WHAT YOU HAVE TO DO — Copy out each line below in which the string "Hoegi" appears.

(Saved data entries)
• • • •

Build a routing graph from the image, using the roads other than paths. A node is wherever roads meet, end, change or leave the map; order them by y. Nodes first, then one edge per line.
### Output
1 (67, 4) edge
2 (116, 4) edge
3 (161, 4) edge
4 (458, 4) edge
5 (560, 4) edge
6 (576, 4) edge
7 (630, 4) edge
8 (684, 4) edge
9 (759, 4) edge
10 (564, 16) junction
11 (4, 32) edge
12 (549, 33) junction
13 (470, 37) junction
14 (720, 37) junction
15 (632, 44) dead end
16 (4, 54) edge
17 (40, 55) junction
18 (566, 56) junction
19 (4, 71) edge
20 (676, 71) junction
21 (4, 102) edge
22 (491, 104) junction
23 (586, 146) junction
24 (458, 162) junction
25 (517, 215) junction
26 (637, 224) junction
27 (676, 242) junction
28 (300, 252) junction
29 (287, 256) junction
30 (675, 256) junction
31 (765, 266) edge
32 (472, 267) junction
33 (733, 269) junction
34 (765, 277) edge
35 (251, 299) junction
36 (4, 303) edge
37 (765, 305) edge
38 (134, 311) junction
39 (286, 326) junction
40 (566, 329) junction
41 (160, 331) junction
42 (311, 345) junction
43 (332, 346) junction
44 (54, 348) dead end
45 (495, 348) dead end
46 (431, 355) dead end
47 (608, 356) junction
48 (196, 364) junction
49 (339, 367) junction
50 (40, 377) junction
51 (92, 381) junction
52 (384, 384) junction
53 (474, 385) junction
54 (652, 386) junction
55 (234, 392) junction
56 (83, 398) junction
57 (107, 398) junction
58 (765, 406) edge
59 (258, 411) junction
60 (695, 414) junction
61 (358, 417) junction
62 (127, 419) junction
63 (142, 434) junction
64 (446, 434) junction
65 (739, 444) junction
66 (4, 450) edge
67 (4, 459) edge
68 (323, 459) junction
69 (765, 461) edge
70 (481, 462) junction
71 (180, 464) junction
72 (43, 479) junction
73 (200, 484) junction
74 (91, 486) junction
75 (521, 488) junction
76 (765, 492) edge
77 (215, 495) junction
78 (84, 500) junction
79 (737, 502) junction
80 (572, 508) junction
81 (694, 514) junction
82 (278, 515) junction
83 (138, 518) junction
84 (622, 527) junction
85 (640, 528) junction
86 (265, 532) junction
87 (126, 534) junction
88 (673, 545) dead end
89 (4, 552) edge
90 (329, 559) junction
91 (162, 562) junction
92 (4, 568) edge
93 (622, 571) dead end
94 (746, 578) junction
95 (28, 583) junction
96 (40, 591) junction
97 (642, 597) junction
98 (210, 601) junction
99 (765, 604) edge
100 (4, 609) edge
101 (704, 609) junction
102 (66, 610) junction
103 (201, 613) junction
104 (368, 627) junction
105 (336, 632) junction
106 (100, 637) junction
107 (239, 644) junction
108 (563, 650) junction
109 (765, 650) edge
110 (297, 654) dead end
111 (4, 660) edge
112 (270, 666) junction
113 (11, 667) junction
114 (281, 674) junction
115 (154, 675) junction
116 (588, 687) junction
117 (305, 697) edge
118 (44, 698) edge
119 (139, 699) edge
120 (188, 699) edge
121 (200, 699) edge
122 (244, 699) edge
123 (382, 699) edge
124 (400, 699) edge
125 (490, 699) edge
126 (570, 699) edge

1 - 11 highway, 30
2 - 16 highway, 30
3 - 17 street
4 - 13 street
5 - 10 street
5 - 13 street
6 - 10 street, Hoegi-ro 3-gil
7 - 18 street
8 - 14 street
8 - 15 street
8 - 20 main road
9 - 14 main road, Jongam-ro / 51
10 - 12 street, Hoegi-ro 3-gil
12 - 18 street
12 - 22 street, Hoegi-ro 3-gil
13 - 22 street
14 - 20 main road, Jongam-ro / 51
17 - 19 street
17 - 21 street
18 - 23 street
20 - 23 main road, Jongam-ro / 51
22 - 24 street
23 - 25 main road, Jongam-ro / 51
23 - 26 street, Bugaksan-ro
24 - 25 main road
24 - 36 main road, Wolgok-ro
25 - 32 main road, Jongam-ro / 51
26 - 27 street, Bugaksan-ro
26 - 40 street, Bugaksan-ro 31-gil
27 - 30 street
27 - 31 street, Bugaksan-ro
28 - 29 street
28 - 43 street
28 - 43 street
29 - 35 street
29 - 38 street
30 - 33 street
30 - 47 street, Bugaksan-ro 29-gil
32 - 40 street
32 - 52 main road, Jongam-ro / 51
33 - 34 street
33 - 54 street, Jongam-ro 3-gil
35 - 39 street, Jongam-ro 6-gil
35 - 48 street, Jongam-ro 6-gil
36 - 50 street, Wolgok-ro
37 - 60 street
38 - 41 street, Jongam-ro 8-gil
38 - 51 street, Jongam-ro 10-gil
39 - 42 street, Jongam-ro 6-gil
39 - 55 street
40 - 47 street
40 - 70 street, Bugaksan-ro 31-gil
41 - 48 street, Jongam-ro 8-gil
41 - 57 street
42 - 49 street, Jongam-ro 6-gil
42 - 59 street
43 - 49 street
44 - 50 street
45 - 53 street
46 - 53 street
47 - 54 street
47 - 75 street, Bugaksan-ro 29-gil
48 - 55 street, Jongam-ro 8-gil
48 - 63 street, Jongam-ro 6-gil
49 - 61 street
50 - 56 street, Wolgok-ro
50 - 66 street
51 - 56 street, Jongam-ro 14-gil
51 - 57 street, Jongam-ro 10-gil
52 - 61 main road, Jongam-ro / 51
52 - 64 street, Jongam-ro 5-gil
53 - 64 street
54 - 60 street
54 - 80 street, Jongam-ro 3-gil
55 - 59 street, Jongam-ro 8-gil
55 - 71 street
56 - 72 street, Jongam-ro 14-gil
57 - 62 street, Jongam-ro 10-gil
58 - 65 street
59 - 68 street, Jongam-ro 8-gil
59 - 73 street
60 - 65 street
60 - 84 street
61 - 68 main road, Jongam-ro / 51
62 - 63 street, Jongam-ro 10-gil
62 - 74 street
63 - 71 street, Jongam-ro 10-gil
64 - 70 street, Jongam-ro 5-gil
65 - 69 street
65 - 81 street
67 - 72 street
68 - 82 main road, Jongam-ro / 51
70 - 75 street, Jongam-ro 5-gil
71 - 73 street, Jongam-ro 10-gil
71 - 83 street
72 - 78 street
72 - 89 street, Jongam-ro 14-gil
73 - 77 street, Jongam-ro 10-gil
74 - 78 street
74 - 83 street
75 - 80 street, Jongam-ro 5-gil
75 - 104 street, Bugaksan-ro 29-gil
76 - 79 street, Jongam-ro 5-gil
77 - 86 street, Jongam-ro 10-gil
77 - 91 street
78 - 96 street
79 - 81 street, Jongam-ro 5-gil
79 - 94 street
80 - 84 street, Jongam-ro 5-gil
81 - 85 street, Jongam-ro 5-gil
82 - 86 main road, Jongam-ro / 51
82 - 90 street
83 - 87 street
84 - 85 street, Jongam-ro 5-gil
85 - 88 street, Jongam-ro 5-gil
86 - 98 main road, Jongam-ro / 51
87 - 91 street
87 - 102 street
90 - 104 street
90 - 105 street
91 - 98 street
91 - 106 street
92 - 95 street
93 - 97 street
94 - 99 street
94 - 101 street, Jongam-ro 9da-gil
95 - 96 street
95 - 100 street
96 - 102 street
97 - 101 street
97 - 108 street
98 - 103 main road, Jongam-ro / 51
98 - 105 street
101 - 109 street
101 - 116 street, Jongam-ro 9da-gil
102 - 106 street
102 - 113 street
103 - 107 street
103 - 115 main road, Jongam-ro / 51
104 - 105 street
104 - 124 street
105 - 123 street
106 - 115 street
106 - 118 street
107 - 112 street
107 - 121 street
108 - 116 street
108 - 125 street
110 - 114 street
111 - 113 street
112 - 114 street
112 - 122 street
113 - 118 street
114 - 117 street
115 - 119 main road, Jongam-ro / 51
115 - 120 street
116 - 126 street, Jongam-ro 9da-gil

• • • •

RESPONSE AREA —
6 - 10 street, Hoegi-ro 3-gil
10 - 12 street, Hoegi-ro 3-gil
12 - 22 street, Hoegi-ro 3-gil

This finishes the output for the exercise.